- Associated Press - Sunday, July 20, 2014

FREMONT, Neb. (AP) - Maddie Thomas knows the importance of being able to “read” a horse.

The 8-year-old Cedar Bluffs girl has been showing horses for three years. Like many young horsewomen, Maddie recognizes that part of doing well in a show ring involves cooperation from the horse.

And that involves knowing the animal.

Maddie recently shared her equine knowledge before competing at the Fremont 4-H Fair with her quarter horse, Josie.

Outside the livestock arena at Christensen Field, Maddie’s horse had a sleepy-eyed look.

“See how they’re half-closed?” Maddie said, referring to Josie’s big brown eyes. “That means she’s really calm.”

If Josie’s ears go flat against her head, she’s not happy.
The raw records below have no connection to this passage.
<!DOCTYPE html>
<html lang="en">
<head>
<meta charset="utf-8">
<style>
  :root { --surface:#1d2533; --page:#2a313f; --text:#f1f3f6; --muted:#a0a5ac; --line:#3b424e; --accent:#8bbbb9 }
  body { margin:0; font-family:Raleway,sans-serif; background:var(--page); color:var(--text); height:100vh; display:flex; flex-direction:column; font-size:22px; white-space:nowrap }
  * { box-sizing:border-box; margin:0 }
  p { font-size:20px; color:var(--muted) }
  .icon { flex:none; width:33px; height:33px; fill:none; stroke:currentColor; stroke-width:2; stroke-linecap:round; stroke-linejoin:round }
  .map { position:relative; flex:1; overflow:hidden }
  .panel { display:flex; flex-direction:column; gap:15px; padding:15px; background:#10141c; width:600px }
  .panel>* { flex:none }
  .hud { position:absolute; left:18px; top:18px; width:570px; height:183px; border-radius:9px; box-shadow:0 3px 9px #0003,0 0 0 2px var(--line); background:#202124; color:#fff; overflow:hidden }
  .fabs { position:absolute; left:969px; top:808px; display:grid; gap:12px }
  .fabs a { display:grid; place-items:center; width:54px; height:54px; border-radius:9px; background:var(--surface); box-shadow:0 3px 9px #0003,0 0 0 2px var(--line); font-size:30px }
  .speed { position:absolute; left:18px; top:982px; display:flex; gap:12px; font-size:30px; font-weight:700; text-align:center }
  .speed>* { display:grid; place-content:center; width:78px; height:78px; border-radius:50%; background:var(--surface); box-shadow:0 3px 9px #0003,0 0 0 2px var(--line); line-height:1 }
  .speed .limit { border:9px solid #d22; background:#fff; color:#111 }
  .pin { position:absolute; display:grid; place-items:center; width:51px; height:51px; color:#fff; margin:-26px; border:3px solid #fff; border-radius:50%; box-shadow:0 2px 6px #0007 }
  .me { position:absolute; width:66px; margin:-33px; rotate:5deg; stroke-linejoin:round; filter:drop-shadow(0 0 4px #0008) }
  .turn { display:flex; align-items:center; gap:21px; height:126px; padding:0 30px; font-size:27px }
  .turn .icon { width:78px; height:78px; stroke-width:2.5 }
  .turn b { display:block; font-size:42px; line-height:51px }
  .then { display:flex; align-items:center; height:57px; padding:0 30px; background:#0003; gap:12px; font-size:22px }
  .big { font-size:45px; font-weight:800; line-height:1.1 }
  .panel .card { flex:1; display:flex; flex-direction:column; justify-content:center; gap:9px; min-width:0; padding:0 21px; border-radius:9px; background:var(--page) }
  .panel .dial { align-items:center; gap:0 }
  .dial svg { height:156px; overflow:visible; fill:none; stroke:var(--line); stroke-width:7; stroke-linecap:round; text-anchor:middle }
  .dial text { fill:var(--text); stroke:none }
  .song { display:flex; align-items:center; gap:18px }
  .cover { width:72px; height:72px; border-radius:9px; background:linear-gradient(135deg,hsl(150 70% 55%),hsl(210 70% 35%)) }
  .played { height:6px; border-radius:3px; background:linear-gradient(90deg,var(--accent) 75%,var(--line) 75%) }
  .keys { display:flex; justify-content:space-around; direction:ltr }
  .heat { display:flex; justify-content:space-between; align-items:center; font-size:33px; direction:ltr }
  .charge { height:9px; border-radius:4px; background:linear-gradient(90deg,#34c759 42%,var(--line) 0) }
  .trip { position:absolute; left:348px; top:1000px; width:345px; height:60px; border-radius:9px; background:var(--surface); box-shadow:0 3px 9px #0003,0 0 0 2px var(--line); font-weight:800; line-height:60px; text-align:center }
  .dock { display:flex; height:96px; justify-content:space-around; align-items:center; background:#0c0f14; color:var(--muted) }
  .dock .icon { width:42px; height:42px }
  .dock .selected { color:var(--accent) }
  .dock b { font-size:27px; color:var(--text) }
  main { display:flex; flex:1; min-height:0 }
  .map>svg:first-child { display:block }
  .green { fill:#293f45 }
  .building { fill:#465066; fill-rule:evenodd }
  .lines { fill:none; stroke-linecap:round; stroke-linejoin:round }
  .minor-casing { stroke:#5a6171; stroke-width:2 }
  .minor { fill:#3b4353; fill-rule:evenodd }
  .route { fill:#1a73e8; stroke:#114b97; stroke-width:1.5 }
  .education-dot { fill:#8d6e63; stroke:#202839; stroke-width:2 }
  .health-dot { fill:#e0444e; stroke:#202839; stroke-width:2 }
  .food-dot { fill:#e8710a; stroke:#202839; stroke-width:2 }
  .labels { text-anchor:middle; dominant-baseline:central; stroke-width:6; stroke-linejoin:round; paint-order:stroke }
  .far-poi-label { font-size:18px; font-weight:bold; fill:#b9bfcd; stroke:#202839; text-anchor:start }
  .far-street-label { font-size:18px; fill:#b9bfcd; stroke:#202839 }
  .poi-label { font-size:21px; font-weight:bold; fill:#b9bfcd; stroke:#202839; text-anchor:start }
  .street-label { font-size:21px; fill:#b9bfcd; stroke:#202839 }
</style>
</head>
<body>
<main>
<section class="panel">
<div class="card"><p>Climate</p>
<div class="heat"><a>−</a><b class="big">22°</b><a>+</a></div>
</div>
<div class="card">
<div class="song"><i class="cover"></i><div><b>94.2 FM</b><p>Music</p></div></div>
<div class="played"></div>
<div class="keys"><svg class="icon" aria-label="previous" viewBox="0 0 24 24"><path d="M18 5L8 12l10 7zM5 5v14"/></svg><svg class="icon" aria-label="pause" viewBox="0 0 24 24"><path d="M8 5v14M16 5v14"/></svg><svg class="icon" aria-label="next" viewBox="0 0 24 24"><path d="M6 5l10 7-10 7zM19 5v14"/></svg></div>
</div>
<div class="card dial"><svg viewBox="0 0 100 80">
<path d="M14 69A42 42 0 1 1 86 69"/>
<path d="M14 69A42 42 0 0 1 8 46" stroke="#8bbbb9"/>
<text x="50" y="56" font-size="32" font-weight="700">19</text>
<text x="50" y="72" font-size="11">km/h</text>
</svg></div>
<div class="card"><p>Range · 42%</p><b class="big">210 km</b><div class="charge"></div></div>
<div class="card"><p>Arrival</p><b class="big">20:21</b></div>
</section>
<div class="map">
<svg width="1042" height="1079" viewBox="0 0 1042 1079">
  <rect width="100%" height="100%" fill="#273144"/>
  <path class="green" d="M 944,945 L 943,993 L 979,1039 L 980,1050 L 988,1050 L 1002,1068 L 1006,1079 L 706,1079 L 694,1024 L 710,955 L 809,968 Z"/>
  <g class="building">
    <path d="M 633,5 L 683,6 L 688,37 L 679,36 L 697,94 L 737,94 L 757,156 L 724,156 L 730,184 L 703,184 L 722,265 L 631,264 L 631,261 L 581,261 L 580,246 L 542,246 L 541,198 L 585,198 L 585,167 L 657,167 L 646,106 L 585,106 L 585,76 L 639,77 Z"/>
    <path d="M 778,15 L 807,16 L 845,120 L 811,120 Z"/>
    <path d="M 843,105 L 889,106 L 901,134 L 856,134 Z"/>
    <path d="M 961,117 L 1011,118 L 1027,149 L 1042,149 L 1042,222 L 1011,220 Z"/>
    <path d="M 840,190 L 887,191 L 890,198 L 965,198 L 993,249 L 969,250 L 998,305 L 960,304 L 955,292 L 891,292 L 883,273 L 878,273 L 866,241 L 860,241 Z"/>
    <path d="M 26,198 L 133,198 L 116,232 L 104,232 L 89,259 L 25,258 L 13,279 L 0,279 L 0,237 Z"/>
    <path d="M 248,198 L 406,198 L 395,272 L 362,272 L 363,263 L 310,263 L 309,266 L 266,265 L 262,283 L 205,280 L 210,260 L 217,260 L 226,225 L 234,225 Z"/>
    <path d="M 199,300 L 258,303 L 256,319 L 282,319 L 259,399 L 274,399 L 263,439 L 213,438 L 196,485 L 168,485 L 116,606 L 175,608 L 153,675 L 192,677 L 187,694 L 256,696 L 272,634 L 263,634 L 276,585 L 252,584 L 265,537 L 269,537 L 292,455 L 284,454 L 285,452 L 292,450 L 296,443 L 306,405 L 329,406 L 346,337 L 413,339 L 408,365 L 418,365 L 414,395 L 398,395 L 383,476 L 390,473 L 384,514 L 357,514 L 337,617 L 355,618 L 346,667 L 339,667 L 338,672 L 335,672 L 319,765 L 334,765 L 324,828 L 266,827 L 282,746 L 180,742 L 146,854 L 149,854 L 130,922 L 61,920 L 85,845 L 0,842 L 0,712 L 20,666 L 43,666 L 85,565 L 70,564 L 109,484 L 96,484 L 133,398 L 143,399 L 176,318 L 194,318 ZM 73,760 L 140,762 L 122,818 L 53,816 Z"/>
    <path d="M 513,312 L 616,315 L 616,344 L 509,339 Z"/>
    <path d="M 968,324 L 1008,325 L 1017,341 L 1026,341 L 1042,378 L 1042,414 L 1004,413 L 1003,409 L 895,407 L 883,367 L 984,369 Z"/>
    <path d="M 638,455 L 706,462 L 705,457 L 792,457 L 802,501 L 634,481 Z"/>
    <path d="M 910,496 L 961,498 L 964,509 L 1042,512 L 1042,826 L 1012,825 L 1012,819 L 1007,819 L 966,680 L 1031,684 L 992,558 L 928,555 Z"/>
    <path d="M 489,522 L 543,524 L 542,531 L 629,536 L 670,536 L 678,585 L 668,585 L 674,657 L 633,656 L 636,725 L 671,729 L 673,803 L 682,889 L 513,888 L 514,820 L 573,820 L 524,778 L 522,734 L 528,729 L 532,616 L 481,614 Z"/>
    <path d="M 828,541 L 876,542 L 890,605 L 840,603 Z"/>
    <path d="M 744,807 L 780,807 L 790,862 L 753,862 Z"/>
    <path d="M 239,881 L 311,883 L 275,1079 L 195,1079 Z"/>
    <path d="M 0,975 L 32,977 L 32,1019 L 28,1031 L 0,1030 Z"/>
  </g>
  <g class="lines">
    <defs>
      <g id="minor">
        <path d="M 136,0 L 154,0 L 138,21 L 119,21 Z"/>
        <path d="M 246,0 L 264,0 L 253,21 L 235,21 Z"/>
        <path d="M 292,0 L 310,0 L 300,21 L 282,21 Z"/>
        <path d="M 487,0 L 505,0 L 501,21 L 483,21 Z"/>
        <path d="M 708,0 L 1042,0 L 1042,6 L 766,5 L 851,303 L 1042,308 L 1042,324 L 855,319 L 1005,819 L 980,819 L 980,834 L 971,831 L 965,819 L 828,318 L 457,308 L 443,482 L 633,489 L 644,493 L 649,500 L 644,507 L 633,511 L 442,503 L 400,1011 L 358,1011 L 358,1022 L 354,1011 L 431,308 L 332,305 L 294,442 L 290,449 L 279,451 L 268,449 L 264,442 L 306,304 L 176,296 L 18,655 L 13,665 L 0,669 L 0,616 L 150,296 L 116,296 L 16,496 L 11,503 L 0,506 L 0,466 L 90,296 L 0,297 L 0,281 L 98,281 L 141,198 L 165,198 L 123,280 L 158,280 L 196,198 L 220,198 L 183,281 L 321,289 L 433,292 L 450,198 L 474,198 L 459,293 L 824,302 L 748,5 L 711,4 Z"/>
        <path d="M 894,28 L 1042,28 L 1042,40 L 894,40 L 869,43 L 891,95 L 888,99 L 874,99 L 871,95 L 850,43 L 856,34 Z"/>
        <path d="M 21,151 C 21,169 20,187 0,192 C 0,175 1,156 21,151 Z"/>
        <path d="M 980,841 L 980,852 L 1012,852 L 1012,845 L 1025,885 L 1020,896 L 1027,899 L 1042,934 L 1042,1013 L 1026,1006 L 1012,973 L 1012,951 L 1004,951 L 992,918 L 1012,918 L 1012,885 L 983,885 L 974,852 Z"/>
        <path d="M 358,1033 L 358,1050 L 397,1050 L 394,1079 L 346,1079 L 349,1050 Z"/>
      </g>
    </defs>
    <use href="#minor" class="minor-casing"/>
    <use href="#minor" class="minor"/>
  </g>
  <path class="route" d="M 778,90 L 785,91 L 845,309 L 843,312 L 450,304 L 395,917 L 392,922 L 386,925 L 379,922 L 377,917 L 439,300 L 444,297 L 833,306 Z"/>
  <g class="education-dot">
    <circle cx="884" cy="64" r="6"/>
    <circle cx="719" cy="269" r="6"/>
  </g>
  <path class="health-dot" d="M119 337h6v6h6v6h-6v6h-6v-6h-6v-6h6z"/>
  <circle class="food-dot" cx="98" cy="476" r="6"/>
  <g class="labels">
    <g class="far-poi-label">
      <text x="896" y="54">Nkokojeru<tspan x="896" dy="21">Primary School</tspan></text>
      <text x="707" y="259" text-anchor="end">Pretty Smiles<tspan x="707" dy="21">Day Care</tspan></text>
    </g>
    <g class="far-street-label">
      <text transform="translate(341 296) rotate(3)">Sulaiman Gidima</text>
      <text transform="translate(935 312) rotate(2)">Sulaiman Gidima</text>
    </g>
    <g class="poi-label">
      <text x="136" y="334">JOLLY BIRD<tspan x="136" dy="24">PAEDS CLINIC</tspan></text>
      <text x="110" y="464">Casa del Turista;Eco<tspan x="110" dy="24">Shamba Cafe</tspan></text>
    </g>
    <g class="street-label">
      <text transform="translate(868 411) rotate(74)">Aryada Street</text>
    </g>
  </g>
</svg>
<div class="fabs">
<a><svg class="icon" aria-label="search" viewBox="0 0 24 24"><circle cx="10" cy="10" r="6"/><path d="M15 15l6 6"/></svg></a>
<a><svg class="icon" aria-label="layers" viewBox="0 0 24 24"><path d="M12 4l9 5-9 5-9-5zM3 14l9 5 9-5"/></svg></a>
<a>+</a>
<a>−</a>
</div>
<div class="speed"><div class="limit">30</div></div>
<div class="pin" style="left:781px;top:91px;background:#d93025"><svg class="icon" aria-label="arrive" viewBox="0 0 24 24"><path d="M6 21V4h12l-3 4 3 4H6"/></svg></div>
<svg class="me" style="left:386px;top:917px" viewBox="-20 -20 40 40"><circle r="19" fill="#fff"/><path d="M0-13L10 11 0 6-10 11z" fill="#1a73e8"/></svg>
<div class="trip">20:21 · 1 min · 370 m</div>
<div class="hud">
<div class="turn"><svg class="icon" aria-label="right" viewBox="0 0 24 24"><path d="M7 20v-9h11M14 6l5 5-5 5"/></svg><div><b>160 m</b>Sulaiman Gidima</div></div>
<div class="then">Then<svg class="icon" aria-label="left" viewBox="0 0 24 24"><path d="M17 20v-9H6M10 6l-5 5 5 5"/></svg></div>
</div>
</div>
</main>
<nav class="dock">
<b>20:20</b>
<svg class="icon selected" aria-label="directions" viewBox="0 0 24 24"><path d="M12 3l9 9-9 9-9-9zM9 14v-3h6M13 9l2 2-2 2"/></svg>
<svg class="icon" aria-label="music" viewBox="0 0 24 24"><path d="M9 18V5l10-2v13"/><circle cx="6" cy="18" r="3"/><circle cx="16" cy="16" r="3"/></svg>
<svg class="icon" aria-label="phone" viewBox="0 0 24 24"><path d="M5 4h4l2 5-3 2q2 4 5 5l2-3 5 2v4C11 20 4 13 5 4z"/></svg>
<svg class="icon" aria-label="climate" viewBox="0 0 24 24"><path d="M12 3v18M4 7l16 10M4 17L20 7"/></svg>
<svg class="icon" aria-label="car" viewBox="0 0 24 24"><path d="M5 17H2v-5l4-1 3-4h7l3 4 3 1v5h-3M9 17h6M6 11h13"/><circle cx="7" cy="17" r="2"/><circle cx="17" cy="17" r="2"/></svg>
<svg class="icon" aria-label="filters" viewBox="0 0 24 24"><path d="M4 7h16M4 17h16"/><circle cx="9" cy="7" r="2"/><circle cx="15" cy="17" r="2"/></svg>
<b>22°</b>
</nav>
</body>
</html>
If her ears go forward, she’s looking at something, said Maddie’s mom, Kristyn.

Reese Hanson, 11, of Herman has learned to read some signals from her 6-year-old pony, Annie.

When Annie is bored, she paws on the ground with her hoof, Reese said.

“I can tell when she’s confused: She kind of throws her head up a little bit,” Reese said.

Horses can differ in their reactions.

“Some horses show their emotions differently than other horses,” Jayden Henton, 12, of Blair, told the Fremont Tribune (http://bit.ly/1mOcHdj ).

Not every horse is mad when it flattens its ears against its head.

“Some horses, when they put their ears back, it means that maybe there’s something behind them or they have a fly on them or whatever,” Jayden said.

So it’s important to know the horse.